Until last year Van Vree was director of the NIOD Institute for War, Holocaust and Genocide Studies (2016-2021). Previously he had been Dean of the Faculty of Humanities of the University of Amsterdam (2012-2016) and Professor of Media Studies (2001-2016). Together with prof. José van Dijck he laid the foundations of the now famous Medias Studies department as well as its Journalism program of the Amsterdam university.

 

As NIOD director Van Vree had the final responsibility over the program Independence, Decolonisation, Violence and War in Indonesia 1945-1950, a joint project of the NIOD, the Royal Netherlands Institute of Southeast Asian and Caribbean Studies (KITLV) and the Netherlands Institute for Military History (NIMH).
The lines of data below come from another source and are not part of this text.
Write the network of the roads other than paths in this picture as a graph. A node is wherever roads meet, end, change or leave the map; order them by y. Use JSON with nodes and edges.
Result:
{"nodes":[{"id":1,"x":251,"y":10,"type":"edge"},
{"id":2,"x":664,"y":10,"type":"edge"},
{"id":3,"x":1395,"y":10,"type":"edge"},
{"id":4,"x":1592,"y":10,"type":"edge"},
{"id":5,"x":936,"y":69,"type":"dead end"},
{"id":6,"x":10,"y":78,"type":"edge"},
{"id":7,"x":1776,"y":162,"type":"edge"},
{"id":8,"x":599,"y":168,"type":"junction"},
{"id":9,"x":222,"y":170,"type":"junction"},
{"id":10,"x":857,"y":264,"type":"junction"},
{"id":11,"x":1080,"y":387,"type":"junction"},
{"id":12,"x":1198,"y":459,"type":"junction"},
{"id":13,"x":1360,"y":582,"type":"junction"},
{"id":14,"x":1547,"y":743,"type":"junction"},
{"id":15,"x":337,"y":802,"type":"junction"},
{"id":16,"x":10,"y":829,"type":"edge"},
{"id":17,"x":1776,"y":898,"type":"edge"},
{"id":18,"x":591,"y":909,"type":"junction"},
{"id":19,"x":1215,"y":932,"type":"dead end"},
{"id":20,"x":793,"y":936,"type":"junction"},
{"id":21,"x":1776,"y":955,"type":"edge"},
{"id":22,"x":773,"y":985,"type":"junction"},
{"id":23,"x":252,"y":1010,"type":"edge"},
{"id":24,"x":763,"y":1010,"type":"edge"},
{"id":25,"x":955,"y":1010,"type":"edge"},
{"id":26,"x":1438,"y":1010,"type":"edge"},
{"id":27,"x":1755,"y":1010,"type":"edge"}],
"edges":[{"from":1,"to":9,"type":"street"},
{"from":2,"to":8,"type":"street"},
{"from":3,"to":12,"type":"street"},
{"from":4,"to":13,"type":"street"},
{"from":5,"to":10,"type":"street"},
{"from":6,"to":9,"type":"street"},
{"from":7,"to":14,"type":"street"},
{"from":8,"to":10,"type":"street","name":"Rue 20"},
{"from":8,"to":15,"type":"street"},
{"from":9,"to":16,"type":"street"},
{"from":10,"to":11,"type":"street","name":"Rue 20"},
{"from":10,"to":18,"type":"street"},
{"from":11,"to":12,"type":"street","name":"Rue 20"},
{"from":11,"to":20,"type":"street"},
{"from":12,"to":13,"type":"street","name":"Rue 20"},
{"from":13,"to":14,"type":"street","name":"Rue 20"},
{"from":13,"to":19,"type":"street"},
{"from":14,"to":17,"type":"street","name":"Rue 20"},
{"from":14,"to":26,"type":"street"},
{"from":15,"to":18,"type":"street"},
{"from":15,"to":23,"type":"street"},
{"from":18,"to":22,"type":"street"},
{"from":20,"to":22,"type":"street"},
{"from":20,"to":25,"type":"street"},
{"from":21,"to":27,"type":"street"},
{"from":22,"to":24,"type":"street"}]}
This research program focused on the use of extreme violence by the Dutch armed forces during the Indonesian War of Independence, the consequences it had, and the extent to which political and legal responsibility was taken for the extreme violence both at the time and later, all viewed in a wider historical, political and international context. The research was conducted by thirty Dutch academics, in parallel with two international projects: a project by the Universitas Gadjah Mada (UGM) with eleven Indonesian researchers, and a project with six international experts, resulting in in fourteen separate studies in total, some in various languages. The final conclusions of the program were presented on 17 February 2022, generating great attention in the media as well as political debates; it also led to official apologies by the Dutch government to the Indonesian people for the widespread use of extreme violence during that war.

 

Van Vree’s work in the field of history, memory and historical culture dates back to the early 1990’s, leading to a path-breaking study on the memory of the Second World War, In de schaduw van Auschwitz. Herinneringen, beelden, geschiedenis (‘In the shadow of Auschwitz. Memories, Images, History’; 1995). Together with Rob van der Laarse (UvA) he initiated a major research program, The Dynamics of War Heritage, Memory and Remembrance, which was granted eleven research positions in 2008-2009 by NWO and ten (semi)public and private funds.

 

Over the years Van Vree published a great number of books and articles on the history of Dutch media and journalism as well as a number of essays and articles in the field of historical representation and historical culture, in scholarly journals as well as newspapers and weeklies, among them the leading newspaper de Volkskrant and the weekly de Groene Amsterdammer; he was one of the founders and editors of Feit & fictie, a journal on the history of representation (1991-1997). He was co-editor of important scholarly volumes, such as History of Concepts - Comparative Perspectives (AUP Amsterdam 1998; also in Chinese translation) and Performing the Past, Memory, History, and Identity in modern Europe (with Jay Winter and Karin Tilmans, AUP Amsterdam 2010).  

 

Over the years Frank van Vree has been a member of numerous boards and committees, both in academia and in society. He was the driving force of the project Quality and Relevance in the Humanities, which successfully developed assessment standards that would do justice to the nature of humanities research; subsequently he was appointed member of the committee that designed the national Strategy Evaluation Protocol 2021-2027 for all universities and research institutes in the Netherlands.

 

Outside academia he was, among others, member of the board of the prestigious Praemium Erasmianum (2007-2015), the Netherlands Press Museum (2002-2009), the Amsterdam Expertise Centre of Journalism (2009-2013), the National Biography Series (1995-2003) and the National Cultural Broadcast Fund (Mediafonds 2001-2005).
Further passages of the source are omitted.